Adult patients with SLC25A4 (4q35.1) and mtDNA (ANT1) mutations have exercise intolerance and sometimes skeletal muscle weakness.  They are less likely to have symptoms of parkinsonism or peripheral neuropathy than those with mutations in POLG.  Hearing loss is minimal.

Genetics

This autosomal dominant disorder results from the combination of a mutation in the ANT1 (SLC25A4) gene (4q35) (encoding the adenine nucleotide translocator-1) and mitochondrial DNA deletions.  About 11% of autosomal dominant cases with progressive external ophthalmoplegia have mutations in this gene.  Most reported families have been from Italy.

External ophthalmoplegia may also result from mutations in POLG (most common), and in C10ORF2.

Pedigree: 
Autosomal dominant
Treatment
Treatment Options: 

No effective treatment is available.

References
Article Title: 

External Ophthalmoplegia, POLG and mtDNA Mutations

Clinical Characteristics
Ocular Features: 

Progressive external ophthalmoplegia of these types is often associated with widespread neurological and muscle manifestations.  The ophthalmoplegia is adult in onset and frequently combined with exercise intolerance.  Significant lens opacities may be seen in early childhood but may not cause vision problems until early adulthood. Progressive ptosis is often an early and disabling sign.

Systemic Features: 

Facial muscles can be weak, generally in older individuals.  Some patients complain of dysphagia.  Sensoirneural hearing loss, dysarthria, and dysphonia are often associated.  Neurological symptoms include ataxia, sensory neuropathy, tremors, depression and symptoms of parkinsonism but these are variable.   Some patients experience rhabdomyolysis following alcohol consumption.  Dilated cardiomyopathy can be a part of the autosomal recessive form of this disease.

A possible subcategory of this disease is associated with hypogonadism evidenced by delayed sexual maturation, primary amenorrhea, early menopause and testicular atrophy.  Other features as described above may be associated.  Muscle biopsy shows ragged-red fibers with multiple mitochondrial deletions.

Genetics

Progressive external ophthalmoplegia of the type described here is the result of mutations in the autosomal gene POLG combined with deletions in mitochondrial DNA.  POLG mutations account for 13-45% of patients with progressive external ophthalmoplegia who also have mitochondrial deletions.  The inheritance pattern in some families resembles the classical autosomal dominant pattern (PEOA1, 157640) whereas in others the pattern suggests autosomal recessive transmission (PEOB, 258450).  The autosomal defect is in the POLG gene at locus 15q25 which codes for the nuclear-encoded DNA polymerase-gamma gene.  The phenotype in the recessive disease tends to be more severe than in autosomal dominant cases. 

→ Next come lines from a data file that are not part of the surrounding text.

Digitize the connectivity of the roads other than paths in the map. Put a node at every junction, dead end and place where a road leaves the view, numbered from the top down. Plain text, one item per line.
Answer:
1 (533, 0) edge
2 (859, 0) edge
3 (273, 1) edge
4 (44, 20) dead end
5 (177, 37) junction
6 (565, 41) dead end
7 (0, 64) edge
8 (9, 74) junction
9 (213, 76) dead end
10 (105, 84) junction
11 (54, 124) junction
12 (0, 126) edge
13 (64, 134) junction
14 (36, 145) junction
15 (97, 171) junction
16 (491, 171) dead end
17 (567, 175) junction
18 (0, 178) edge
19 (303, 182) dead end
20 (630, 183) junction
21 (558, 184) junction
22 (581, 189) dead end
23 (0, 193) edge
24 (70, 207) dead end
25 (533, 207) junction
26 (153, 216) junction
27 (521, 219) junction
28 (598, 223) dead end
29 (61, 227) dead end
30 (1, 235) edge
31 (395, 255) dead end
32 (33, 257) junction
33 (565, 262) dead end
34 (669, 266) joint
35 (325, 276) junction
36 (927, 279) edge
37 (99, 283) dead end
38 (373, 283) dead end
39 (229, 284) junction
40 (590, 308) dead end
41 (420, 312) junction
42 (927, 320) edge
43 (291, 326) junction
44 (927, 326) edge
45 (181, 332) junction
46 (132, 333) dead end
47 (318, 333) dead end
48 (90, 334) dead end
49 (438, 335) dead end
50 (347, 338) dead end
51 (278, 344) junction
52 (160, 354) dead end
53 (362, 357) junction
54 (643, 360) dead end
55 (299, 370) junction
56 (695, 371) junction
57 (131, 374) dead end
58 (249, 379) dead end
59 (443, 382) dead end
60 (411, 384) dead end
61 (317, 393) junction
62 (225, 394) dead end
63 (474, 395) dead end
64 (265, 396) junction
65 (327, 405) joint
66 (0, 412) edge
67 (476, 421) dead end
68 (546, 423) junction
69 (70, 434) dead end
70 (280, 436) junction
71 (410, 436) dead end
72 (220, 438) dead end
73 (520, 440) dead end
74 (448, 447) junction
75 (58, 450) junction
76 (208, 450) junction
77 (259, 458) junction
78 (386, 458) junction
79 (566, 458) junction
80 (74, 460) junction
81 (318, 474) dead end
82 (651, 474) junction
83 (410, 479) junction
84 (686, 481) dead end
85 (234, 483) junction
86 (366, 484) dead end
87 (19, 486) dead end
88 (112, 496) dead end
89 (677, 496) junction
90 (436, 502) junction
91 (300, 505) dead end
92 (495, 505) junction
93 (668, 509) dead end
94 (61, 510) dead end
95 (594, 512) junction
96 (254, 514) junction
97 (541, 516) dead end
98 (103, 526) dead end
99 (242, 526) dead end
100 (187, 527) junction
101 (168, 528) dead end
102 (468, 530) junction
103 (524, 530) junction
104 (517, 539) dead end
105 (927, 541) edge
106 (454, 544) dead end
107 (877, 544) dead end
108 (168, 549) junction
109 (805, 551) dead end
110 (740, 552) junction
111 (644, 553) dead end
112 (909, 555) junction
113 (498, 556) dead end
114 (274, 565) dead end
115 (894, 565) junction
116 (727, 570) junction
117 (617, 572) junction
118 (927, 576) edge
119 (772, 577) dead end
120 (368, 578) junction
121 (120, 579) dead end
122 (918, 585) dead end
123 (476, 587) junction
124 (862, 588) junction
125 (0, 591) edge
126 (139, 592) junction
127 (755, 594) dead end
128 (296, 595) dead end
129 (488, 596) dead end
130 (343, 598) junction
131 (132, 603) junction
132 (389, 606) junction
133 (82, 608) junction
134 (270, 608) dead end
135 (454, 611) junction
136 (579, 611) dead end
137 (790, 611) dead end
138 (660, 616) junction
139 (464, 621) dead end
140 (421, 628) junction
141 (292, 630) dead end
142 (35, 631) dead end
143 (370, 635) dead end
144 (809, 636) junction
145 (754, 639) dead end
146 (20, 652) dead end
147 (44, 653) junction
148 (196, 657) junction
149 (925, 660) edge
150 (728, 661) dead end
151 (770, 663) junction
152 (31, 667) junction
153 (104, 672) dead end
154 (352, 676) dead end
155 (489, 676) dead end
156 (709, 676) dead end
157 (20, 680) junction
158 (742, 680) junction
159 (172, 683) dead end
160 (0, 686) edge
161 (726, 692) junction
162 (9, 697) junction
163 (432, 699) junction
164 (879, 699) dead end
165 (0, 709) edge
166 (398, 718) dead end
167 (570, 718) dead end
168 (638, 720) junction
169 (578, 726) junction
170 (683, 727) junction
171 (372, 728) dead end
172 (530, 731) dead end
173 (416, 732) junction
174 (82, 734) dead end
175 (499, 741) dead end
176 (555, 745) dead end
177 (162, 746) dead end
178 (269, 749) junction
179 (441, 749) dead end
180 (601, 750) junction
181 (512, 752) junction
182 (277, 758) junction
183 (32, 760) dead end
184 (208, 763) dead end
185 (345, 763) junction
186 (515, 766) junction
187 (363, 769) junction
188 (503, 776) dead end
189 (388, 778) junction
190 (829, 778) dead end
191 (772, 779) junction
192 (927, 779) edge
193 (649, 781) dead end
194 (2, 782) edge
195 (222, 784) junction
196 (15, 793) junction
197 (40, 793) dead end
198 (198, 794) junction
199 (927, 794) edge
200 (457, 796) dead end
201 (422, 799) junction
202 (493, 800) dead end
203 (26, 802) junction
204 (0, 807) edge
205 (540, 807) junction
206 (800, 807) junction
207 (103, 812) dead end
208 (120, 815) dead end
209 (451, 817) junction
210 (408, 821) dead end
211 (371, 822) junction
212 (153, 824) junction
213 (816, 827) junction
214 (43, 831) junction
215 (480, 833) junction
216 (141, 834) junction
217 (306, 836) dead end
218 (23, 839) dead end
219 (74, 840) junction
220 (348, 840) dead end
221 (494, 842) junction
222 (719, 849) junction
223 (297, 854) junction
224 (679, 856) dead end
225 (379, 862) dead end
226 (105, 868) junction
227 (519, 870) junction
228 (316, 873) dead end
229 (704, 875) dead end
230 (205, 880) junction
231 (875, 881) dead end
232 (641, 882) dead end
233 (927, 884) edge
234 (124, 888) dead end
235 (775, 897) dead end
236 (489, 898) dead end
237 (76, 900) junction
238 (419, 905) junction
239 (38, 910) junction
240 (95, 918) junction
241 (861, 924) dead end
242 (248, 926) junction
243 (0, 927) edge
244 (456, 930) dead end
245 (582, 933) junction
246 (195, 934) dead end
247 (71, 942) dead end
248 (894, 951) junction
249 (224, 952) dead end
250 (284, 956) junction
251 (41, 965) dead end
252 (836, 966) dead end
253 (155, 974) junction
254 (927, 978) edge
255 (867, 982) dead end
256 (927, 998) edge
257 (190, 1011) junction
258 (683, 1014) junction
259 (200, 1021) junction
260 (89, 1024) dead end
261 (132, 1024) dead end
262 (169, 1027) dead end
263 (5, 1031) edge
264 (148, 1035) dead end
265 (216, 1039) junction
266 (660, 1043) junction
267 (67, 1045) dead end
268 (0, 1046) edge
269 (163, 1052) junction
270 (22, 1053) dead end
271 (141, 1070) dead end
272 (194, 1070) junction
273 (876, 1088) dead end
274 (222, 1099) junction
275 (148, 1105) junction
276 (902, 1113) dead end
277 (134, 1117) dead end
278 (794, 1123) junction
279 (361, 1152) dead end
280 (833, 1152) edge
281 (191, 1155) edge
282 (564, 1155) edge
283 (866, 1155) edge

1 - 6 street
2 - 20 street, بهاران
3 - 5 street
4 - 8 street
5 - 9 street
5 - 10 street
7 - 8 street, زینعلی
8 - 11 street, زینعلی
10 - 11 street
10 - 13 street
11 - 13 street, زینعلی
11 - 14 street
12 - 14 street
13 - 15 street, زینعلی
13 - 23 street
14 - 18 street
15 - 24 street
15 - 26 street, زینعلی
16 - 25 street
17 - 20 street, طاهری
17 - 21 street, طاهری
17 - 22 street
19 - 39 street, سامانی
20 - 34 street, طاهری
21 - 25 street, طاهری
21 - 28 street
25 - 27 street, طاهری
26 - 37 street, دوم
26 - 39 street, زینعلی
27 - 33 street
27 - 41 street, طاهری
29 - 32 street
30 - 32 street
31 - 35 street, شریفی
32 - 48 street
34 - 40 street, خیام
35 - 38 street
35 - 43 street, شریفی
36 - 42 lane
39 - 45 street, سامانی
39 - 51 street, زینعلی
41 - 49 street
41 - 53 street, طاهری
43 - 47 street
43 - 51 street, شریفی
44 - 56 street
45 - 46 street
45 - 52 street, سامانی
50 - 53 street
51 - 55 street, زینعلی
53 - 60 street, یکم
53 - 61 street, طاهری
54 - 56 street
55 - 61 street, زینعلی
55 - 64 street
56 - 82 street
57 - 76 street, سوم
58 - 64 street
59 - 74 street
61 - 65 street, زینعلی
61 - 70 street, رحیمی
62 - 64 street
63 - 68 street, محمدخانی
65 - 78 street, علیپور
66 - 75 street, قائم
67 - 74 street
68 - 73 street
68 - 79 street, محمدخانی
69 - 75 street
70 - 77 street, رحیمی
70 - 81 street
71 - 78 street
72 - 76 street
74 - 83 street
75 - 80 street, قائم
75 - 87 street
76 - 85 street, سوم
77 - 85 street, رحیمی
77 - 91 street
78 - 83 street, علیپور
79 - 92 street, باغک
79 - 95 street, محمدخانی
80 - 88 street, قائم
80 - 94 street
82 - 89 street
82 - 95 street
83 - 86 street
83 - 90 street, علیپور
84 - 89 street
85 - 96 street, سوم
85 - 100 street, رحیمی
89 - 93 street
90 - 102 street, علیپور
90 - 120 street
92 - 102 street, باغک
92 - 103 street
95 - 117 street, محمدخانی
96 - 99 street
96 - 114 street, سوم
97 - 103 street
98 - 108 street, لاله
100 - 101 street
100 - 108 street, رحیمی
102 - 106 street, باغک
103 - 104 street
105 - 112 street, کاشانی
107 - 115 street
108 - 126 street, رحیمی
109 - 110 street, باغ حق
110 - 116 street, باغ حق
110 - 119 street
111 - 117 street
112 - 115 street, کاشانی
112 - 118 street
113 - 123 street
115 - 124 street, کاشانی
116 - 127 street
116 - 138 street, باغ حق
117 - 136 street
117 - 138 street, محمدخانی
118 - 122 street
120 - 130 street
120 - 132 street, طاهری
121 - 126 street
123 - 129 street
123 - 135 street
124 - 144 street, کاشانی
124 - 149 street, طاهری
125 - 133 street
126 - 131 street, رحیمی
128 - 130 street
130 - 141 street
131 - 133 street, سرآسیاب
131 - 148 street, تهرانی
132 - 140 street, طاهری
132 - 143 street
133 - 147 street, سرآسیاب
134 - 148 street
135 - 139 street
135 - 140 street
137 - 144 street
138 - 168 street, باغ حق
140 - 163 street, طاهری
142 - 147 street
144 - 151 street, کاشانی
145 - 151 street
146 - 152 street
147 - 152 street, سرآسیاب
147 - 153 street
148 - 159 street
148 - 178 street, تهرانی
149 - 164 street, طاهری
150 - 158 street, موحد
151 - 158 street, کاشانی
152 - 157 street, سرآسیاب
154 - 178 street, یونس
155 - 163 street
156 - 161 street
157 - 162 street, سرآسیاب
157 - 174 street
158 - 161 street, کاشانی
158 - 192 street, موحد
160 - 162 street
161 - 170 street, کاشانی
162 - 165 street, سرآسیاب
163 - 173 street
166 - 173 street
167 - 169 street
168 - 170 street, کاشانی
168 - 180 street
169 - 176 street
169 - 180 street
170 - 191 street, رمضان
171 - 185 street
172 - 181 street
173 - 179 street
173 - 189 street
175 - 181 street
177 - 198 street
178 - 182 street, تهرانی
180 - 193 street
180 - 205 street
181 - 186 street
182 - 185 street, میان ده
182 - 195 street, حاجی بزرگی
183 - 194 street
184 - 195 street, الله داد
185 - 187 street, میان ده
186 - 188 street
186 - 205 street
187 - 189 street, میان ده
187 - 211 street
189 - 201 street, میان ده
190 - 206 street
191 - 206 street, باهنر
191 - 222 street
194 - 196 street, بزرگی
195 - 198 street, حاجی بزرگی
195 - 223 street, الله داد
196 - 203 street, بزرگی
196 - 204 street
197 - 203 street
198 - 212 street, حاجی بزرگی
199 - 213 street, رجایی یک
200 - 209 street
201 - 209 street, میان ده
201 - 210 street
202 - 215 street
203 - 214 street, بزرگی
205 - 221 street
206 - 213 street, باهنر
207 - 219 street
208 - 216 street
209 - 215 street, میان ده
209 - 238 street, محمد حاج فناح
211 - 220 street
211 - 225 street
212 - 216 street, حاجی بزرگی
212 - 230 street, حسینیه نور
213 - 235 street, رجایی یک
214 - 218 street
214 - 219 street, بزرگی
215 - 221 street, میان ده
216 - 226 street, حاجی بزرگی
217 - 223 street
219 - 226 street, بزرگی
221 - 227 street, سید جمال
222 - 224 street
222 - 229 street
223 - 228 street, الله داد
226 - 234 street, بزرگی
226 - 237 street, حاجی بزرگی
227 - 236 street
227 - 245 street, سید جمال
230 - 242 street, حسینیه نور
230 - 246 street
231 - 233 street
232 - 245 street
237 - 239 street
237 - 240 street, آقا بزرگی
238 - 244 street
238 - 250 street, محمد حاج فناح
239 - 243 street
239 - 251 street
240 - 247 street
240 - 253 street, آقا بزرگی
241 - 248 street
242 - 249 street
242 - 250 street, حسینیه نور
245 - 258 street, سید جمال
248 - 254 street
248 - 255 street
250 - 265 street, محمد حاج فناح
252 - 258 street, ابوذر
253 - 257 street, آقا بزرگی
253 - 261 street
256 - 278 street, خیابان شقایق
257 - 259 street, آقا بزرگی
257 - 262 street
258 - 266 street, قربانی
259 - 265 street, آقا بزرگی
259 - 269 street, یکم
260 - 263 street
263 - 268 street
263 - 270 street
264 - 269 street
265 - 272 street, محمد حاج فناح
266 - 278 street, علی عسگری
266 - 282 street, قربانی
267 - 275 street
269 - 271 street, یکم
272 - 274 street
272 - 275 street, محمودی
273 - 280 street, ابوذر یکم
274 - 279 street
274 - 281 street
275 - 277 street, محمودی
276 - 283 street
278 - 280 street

Other autosomal mutations with a less complex clinical picture associated with ophthalmoplegia are located in genes ANT1 (SLC25A4) (609283) at 4q35, and C10ORF2 (606075) at 10q24.

Pedigree: 
Autosomal dominant
Autosomal recessive
Treatment
Treatment Options: 

No effective treatment is available for the general disorder but consideration should be given to ptosis repair.